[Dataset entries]

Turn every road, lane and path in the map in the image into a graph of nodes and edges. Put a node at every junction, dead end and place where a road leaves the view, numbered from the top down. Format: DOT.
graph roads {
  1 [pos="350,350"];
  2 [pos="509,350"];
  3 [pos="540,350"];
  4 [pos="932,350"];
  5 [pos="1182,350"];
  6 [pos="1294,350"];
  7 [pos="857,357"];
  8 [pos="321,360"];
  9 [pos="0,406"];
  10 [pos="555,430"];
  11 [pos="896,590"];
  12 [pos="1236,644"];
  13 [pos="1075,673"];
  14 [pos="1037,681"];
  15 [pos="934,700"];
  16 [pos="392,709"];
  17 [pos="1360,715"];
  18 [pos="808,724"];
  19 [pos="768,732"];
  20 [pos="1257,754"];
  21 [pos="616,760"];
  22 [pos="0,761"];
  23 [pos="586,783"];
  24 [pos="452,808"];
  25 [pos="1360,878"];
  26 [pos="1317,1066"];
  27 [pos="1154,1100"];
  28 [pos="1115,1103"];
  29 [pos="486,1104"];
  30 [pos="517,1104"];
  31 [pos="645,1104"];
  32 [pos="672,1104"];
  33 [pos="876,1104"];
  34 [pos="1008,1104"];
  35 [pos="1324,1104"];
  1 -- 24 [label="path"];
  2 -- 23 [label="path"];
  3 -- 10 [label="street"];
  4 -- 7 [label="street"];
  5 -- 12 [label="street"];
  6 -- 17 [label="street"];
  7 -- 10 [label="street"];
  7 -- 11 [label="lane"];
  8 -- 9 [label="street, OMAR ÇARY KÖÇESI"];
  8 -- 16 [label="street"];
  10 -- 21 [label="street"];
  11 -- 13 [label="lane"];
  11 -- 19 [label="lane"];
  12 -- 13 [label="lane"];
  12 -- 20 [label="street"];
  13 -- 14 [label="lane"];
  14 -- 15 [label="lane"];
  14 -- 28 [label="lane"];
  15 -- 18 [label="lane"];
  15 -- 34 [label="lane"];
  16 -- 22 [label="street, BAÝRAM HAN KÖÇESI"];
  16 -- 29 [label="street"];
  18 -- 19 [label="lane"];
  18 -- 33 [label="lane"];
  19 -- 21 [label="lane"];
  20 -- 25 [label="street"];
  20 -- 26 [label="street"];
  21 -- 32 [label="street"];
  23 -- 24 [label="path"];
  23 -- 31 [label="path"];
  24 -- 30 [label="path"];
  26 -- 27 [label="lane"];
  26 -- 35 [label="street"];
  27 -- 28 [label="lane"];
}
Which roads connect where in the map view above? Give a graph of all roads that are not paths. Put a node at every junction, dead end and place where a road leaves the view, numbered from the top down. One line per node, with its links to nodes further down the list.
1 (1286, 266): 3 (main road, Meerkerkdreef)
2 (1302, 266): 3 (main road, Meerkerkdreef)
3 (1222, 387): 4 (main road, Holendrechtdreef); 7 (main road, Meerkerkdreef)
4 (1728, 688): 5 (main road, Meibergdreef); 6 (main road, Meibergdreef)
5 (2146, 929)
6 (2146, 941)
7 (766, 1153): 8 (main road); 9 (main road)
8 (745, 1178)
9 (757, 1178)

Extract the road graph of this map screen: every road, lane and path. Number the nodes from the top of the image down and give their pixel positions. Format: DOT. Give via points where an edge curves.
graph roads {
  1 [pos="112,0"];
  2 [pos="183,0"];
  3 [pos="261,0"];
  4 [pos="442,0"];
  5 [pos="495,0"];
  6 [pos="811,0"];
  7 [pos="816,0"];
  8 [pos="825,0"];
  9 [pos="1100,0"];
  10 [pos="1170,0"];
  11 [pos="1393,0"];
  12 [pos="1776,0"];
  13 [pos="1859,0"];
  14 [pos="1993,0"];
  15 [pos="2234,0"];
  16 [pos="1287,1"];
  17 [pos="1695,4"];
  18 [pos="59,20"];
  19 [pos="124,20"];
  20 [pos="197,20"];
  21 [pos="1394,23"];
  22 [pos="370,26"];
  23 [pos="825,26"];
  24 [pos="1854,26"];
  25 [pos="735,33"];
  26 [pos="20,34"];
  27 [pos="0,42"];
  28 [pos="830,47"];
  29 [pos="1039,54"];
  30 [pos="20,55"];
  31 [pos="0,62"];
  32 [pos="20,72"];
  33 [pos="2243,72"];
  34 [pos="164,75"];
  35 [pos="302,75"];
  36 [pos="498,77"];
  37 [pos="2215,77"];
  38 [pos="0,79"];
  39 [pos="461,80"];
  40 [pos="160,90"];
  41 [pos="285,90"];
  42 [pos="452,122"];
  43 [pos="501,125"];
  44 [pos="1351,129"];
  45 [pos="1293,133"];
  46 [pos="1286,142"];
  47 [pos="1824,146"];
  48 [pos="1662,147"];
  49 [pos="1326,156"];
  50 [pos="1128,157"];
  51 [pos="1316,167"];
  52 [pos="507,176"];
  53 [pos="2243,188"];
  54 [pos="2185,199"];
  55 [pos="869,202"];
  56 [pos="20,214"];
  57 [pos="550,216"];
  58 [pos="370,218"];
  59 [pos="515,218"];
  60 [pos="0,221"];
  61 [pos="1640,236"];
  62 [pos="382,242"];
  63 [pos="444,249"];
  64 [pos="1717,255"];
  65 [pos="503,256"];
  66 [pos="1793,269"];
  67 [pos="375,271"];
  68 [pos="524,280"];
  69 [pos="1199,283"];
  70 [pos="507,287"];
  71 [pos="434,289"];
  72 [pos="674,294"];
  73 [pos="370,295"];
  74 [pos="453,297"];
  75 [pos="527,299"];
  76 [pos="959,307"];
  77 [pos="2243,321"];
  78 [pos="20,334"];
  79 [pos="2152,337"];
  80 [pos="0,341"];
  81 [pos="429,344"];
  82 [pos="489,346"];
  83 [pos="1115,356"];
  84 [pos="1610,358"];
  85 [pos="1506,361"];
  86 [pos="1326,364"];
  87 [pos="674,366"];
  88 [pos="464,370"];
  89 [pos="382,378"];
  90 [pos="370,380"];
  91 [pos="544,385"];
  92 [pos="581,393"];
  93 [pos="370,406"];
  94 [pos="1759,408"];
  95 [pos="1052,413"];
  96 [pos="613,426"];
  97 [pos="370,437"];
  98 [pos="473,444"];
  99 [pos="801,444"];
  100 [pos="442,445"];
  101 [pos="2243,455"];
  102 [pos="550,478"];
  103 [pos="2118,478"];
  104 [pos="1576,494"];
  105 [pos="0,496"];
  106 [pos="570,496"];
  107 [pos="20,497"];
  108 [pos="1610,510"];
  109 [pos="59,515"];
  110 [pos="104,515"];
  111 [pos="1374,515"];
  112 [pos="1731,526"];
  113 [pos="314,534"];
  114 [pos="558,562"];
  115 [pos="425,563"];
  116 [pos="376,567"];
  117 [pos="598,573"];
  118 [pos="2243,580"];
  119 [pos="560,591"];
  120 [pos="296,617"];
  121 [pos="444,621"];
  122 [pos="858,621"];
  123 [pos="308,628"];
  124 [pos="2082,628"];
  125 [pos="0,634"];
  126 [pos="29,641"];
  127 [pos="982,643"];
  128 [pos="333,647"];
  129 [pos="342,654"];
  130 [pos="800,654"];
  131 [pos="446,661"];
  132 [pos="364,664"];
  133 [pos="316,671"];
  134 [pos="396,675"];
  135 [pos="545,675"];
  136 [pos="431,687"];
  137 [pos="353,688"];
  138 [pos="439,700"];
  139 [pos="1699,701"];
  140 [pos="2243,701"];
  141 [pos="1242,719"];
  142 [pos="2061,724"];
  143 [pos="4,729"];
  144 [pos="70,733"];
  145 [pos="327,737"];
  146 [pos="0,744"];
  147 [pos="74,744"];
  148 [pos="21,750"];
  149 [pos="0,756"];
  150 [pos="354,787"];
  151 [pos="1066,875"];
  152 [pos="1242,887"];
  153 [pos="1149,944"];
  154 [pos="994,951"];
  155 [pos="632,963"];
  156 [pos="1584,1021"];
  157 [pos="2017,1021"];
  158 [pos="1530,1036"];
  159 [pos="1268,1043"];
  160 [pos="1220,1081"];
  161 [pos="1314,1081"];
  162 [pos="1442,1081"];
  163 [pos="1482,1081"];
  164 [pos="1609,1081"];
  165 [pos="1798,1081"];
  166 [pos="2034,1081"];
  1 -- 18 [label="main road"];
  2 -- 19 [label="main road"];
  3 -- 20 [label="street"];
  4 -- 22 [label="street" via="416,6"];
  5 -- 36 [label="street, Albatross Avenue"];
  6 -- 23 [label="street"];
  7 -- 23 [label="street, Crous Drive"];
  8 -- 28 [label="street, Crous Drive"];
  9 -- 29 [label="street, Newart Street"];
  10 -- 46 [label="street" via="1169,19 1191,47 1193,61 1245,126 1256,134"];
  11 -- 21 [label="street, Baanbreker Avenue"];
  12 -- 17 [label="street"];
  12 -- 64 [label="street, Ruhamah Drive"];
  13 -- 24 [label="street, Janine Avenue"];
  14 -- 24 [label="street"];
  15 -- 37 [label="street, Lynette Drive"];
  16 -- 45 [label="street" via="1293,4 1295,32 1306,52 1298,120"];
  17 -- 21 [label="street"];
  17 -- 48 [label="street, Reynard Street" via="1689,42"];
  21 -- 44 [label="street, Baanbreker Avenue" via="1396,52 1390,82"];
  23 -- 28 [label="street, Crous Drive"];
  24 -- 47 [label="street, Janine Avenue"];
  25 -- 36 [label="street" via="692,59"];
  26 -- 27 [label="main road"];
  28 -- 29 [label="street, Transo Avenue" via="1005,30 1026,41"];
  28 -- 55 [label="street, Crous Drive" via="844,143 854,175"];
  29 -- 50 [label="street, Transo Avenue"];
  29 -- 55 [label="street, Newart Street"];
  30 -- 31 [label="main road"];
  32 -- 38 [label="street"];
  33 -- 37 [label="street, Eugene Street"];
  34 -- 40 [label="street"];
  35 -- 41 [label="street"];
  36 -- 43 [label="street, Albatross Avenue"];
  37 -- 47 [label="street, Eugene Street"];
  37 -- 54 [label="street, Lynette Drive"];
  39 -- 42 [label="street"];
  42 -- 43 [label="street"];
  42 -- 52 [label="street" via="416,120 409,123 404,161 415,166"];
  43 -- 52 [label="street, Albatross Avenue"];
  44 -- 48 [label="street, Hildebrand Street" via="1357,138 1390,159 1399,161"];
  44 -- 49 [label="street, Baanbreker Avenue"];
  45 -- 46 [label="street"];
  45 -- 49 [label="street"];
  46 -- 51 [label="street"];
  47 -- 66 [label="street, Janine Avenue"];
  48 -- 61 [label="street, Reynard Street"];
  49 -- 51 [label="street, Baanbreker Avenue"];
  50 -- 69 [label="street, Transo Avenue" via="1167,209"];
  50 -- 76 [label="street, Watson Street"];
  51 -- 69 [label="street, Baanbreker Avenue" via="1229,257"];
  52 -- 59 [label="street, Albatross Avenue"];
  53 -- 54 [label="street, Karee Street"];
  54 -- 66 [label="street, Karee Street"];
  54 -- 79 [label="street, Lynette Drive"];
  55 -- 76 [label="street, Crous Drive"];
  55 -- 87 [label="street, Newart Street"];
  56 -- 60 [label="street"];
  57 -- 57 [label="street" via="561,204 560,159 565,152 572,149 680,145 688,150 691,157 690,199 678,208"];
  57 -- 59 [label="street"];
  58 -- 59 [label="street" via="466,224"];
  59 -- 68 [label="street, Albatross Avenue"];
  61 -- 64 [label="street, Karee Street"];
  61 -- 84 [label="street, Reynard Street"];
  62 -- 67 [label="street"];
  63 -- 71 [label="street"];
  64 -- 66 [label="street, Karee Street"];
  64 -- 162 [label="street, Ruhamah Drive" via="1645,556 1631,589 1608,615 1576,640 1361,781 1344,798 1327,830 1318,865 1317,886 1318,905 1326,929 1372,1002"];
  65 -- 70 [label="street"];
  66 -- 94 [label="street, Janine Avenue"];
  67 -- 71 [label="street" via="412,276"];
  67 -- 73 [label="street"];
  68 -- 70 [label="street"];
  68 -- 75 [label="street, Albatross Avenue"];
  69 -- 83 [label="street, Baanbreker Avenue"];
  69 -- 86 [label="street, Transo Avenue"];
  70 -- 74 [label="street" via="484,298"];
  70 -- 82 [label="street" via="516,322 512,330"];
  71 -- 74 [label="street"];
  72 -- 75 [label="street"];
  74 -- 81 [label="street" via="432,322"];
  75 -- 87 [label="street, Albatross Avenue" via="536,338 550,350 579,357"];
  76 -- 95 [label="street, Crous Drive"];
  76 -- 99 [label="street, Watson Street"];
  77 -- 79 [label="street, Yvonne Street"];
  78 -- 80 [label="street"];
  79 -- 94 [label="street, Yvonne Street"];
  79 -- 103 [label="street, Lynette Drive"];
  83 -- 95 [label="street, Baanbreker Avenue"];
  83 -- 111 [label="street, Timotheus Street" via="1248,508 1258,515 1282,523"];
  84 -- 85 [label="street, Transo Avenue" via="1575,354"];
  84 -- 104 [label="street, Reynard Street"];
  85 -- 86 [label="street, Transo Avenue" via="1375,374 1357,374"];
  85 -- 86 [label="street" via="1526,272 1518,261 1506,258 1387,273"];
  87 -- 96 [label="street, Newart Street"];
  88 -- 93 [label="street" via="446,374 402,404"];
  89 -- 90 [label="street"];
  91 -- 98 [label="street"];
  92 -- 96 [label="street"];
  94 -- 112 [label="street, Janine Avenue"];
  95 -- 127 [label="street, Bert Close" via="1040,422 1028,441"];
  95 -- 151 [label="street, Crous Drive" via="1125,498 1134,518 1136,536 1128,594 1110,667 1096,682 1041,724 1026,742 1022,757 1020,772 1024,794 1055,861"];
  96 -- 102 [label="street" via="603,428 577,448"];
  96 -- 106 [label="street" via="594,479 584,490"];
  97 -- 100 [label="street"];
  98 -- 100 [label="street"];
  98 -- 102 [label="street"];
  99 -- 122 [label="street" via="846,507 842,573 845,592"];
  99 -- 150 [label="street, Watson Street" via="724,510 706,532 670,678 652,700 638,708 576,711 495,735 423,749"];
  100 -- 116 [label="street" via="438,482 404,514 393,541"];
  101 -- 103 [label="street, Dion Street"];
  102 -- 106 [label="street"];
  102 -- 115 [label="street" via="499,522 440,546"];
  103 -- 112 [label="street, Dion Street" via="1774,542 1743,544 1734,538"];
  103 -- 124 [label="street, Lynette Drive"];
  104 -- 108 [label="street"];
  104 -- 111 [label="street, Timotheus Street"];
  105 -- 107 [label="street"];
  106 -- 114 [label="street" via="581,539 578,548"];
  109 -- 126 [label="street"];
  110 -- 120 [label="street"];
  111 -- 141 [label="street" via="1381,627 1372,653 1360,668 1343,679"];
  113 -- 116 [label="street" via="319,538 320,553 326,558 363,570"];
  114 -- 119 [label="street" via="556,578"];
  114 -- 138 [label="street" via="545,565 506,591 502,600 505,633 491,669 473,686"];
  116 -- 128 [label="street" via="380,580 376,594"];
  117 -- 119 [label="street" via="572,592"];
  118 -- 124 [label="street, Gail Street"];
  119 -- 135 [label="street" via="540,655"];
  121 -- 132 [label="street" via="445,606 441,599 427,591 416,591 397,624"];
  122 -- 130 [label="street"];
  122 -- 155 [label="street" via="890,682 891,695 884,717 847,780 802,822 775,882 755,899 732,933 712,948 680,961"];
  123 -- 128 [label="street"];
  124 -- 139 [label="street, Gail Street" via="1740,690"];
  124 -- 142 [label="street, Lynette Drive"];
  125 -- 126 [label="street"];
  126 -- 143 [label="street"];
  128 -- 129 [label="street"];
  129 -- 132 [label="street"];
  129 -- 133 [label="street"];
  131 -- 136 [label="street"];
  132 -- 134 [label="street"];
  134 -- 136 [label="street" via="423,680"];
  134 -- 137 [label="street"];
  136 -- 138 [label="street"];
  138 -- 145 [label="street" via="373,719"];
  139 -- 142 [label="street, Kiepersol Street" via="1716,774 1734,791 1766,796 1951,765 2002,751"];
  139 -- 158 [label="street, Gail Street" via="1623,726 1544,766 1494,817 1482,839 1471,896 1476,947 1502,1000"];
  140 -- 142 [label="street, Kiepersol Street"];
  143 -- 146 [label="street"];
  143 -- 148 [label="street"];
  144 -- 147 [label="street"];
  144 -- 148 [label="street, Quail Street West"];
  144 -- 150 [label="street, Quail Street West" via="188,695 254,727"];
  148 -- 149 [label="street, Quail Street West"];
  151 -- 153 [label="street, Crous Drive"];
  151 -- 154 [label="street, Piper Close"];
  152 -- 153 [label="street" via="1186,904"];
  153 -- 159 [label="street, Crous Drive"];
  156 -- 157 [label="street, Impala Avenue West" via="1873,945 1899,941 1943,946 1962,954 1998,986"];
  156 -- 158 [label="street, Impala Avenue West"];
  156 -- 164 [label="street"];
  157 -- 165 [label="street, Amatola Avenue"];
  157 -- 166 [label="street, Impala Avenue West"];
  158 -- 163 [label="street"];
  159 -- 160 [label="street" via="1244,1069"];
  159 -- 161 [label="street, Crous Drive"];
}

• **WHAT TO WORK ON**
Look through the data above and report every line in which "Baanbreker" appears.

• **ANSWER**
  11 -- 21 [label="street, Baanbreker Avenue"];
  21 -- 44 [label="street, Baanbreker Avenue" via="1396,52 1390,82"];
  44 -- 49 [label="street, Baanbreker Avenue"];
  49 -- 51 [label="street, Baanbreker Avenue"];
  51 -- 69 [label="street, Baanbreker Avenue" via="1229,257"];
  69 -- 83 [label="street, Baanbreker Avenue"];
  83 -- 95 [label="street, Baanbreker Avenue"];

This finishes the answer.